WORK TO BE COMPLETED: Every entry below must be reproduced exactly.

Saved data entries

....

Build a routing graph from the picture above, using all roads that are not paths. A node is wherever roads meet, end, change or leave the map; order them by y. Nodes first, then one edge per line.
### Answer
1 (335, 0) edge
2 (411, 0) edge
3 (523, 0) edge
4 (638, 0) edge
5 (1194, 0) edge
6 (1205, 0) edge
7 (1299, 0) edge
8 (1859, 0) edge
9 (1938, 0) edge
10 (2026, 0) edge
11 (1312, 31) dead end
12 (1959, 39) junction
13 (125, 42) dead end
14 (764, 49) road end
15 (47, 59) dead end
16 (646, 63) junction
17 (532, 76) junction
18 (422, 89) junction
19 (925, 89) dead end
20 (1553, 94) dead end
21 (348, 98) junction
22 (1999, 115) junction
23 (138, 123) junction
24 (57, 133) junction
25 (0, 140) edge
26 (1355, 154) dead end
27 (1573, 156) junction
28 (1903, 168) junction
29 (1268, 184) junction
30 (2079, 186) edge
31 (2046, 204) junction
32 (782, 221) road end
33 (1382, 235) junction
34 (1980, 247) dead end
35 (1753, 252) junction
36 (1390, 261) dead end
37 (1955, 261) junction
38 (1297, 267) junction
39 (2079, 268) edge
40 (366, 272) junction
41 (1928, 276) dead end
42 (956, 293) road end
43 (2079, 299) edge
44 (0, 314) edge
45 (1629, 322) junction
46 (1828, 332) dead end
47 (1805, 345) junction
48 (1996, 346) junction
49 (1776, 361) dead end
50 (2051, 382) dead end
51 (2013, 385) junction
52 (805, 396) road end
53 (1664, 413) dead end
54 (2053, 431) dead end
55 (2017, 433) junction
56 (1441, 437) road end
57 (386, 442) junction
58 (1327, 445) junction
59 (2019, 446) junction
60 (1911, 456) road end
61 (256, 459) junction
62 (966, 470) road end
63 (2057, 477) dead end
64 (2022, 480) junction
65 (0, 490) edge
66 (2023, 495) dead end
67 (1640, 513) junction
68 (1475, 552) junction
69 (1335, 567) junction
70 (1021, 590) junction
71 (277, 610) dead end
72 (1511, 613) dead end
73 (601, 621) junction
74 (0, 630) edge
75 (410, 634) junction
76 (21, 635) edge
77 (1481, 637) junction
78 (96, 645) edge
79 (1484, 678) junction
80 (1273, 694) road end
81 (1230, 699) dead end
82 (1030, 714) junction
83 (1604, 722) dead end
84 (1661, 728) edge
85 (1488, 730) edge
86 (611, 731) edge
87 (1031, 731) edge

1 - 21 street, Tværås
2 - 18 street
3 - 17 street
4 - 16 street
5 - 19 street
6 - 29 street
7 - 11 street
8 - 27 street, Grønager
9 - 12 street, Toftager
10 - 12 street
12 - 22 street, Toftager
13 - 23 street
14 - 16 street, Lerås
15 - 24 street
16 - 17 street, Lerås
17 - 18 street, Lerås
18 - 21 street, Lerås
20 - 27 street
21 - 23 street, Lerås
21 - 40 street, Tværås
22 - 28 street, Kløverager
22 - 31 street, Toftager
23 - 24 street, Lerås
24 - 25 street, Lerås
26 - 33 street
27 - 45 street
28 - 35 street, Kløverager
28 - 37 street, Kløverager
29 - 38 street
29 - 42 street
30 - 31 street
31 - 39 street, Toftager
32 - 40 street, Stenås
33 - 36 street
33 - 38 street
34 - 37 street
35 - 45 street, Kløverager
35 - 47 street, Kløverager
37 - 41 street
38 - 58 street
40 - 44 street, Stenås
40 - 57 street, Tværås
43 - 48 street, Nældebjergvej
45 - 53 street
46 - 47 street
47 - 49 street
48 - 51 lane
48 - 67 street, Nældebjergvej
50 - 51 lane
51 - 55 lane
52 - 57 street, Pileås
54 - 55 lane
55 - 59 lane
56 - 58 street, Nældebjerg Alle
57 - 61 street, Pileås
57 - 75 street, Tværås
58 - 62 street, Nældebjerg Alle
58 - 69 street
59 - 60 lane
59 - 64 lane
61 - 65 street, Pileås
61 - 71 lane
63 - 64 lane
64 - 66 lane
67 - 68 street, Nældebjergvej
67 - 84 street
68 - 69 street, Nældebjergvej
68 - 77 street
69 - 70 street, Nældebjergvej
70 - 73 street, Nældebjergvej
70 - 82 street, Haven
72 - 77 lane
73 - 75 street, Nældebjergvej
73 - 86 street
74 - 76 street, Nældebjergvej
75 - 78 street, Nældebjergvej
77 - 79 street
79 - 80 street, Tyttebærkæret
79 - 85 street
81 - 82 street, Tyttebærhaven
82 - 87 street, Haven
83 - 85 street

....

ANSWER BOX:
Build a routing graph from the picture above, using all roads that are not paths. A node is wherever roads meet, end, change or leave the map; order them by y. Nodes first, then one edge per line.
### Answer
1 (335, 0) edge
2 (411, 0) edge
3 (523, 0) edge
4 (638, 0) edge
5 (1194, 0) edge
6 (1205, 0) edge
7 (1299, 0) edge
8 (1859, 0) edge
9 (1938, 0) edge
10 (2026, 0) edge
11 (1312, 31) dead end
12 (1959, 39) junction
13 (125, 42) dead end
14 (764, 49) road end
15 (47, 59) dead end
16 (646, 63) junction
17 (532, 76) junction
18 (422, 89) junction
19 (925, 89) dead end
20 (1553, 94) dead end
21 (348, 98) junction
22 (1999, 115) junction
23 (138, 123) junction
24 (57, 133) junction
25 (0, 140) edge
26 (1355, 154) dead end
27 (1573, 156) junction
28 (1903, 168) junction
29 (1268, 184) junction
30 (2079, 186) edge
31 (2046, 204) junction
32 (782, 221) road end
33 (1382, 235) junction
34 (1980, 247) dead end
35 (1753, 252) junction
36 (1390, 261) dead end
37 (1955, 261) junction
38 (1297, 267) junction
39 (2079, 268) edge
40 (366, 272) junction
41 (1928, 276) dead end
42 (956, 293) road end
43 (2079, 299) edge
44 (0, 314) edge
45 (1629, 322) junction
46 (1828, 332) dead end
47 (1805, 345) junction
48 (1996, 346) junction
49 (1776, 361) dead end
50 (2051, 382) dead end
51 (2013, 385) junction
52 (805, 396) road end
53 (1664, 413) dead end
54 (2053, 431) dead end
55 (2017, 433) junction
56 (1441, 437) road end
57 (386, 442) junction
58 (1327, 445) junction
59 (2019, 446) junction
60 (1911, 456) road end
61 (256, 459) junction
62 (966, 470) road end
63 (2057, 477) dead end
64 (2022, 480) junction
65 (0, 490) edge
66 (2023, 495) dead end
67 (1640, 513) junction
68 (1475, 552) junction
69 (1335, 567) junction
70 (1021, 590) junction
71 (277, 610) dead end
72 (1511, 613) dead end
73 (601, 621) junction
74 (0, 630) edge
75 (410, 634) junction
76 (21, 635) edge
77 (1481, 637) junction
78 (96, 645) edge
79 (1484, 678) junction
80 (1273, 694) road end
81 (1230, 699) dead end
82 (1030, 714) junction
83 (1604, 722) dead end
84 (1661, 728) edge
85 (1488, 730) edge
86 (611, 731) edge
87 (1031, 731) edge

1 - 21 street, Tværås
2 - 18 street
3 - 17 street
4 - 16 street
5 - 19 street
6 - 29 street
7 - 11 street
8 - 27 street, Grønager
9 - 12 street, Toftager
10 - 12 street
12 - 22 street, Toftager
13 - 23 street
14 - 16 street, Lerås
15 - 24 street
16 - 17 street, Lerås
17 - 18 street, Lerås
18 - 21 street, Lerås
20 - 27 street
21 - 23 street, Lerås
21 - 40 street, Tværås
22 - 28 street, Kløverager
22 - 31 street, Toftager
23 - 24 street, Lerås
24 - 25 street, Lerås
26 - 33 street
27 - 45 street
28 - 35 street, Kløverager
28 - 37 street, Kløverager
29 - 38 street
29 - 42 street
30 - 31 street
31 - 39 street, Toftager
32 - 40 street, Stenås
33 - 36 street
33 - 38 street
34 - 37 street
35 - 45 street, Kløverager
35 - 47 street, Kløverager
37 - 41 street
38 - 58 street
40 - 44 street, Stenås
40 - 57 street, Tværås
43 - 48 street, Nældebjergvej
45 - 53 street
46 - 47 street
47 - 49 street
48 - 51 lane
48 - 67 street, Nældebjergvej
50 - 51 lane
51 - 55 lane
52 - 57 street, Pileås
54 - 55 lane
55 - 59 lane
56 - 58 street, Nældebjerg Alle
57 - 61 street, Pileås
57 - 75 street, Tværås
58 - 62 street, Nældebjerg Alle
58 - 69 street
59 - 60 lane
59 - 64 lane
61 - 65 street, Pileås
61 - 71 lane
63 - 64 lane
64 - 66 lane
67 - 68 street, Nældebjergvej
67 - 84 street
68 - 69 street, Nældebjergvej
68 - 77 street
69 - 70 street, Nældebjergvej
70 - 73 street, Nældebjergvej
70 - 82 street, Haven
72 - 77 lane
73 - 75 street, Nældebjergvej
73 - 86 street
74 - 76 street, Nældebjergvej
75 - 78 street, Nældebjergvej
77 - 79 street
79 - 80 street, Tyttebærkæret
79 - 85 street
81 - 82 street, Tyttebærhaven
82 - 87 street, Haven
83 - 85 street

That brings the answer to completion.